Mais sur ces 6.000 postes supplémentaires pour les collèges et lycées, seuls 280 postes d’enseignants sont prévus : 70 en anglais, 60 en lettres, 90 en mathématiques et 60 en EPS. Ils seront pourvus par des candidats admissibles à l’agrégation, ce que permet la législation. Viendront les compléter 75 postes de conseillers principaux d’éducation (CPE), reçus sur liste complémentaire.

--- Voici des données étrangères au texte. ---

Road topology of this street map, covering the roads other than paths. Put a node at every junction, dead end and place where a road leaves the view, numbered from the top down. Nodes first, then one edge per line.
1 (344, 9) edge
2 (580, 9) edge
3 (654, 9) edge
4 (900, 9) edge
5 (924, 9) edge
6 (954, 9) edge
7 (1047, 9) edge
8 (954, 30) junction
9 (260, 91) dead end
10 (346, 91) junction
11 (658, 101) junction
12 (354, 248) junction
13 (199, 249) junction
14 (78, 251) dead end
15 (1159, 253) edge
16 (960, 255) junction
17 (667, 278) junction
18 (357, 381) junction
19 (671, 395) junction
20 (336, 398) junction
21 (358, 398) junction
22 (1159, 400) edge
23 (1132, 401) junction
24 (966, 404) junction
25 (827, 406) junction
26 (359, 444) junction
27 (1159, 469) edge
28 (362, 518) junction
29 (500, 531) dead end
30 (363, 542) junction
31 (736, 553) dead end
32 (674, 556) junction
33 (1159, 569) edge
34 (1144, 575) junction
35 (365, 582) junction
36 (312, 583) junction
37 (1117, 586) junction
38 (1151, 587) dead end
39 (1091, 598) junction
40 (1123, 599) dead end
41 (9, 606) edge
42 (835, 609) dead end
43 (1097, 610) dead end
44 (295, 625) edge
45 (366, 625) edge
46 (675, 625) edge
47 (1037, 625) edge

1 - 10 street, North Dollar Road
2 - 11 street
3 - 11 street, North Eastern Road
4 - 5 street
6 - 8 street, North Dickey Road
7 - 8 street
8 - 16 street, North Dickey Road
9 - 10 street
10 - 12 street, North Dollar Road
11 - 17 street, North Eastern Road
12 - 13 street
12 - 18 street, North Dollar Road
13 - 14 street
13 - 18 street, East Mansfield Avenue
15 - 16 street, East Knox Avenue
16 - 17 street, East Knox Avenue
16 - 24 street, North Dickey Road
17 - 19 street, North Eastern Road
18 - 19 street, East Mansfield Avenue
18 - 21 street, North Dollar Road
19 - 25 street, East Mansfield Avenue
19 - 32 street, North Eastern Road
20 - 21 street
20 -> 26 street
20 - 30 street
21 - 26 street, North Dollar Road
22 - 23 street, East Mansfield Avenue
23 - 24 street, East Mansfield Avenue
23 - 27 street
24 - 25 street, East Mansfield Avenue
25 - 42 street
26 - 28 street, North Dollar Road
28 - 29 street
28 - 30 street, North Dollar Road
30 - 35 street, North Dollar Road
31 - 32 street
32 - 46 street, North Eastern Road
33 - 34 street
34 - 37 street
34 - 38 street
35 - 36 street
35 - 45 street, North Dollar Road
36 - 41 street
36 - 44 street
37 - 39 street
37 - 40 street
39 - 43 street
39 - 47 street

Si ces postes sont une petite bouffée d’oxygène pour l’enseignement secondaire, qui enregistre 6.550 suppressions de postes à la rentrée, la promesse de Vincent Peillon d’accorder une décharge de service de trois heures hebdomadaires aux enseignants débutants coûtera l’équivalent de 1.500 postes.

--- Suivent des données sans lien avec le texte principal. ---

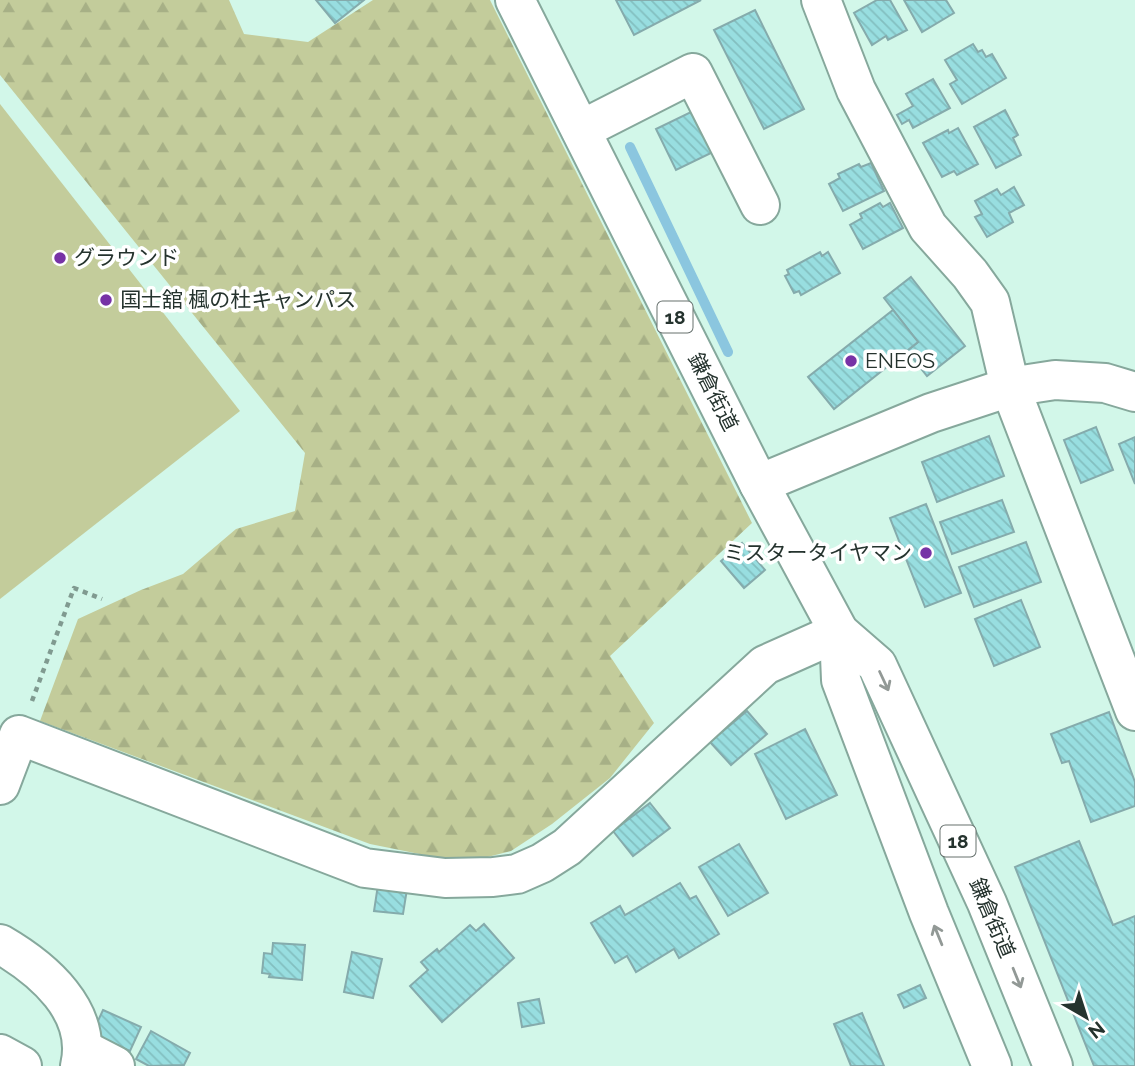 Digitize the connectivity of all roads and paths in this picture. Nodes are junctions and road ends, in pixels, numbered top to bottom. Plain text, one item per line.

Nouvelles annonces le 4 juillet

« On pourrait juger que 280 » postes de professeurs « ce n’est pas à la hauteur des besoins », a déclaré Vincent Peillon, mais c’est pour lui « ce qui est possible et raisonnable de faire pour le moment ».

De nouvelles annonces devraient être faites le 4 juillet, notamment sur le détail de la répartition des postes. Outre les postes d’enseignants, le ministre souhaiterait engager des personnels d’encadrement contractuels : les chiffres de 2.000 assistants d’éducation et de 1.500 auxiliaires de vie scolaire (AVS) chargés de l’accompagnement des élèves handicapés circulent auprès des syndicats, mais sans avoir été confirmés par le ministère. Sans oublier 500 médiateurs chargés de la prévention et de la sécurité dans les établissements les plus difficles.

Ces mesures visent « soit à maintenir les moyens, soit à apporter des petits plus », commente-t-on au ministère, dans l’attente de la loi d’orientation pour l’école, qui doit apporter une véritable refondation du système éducatif.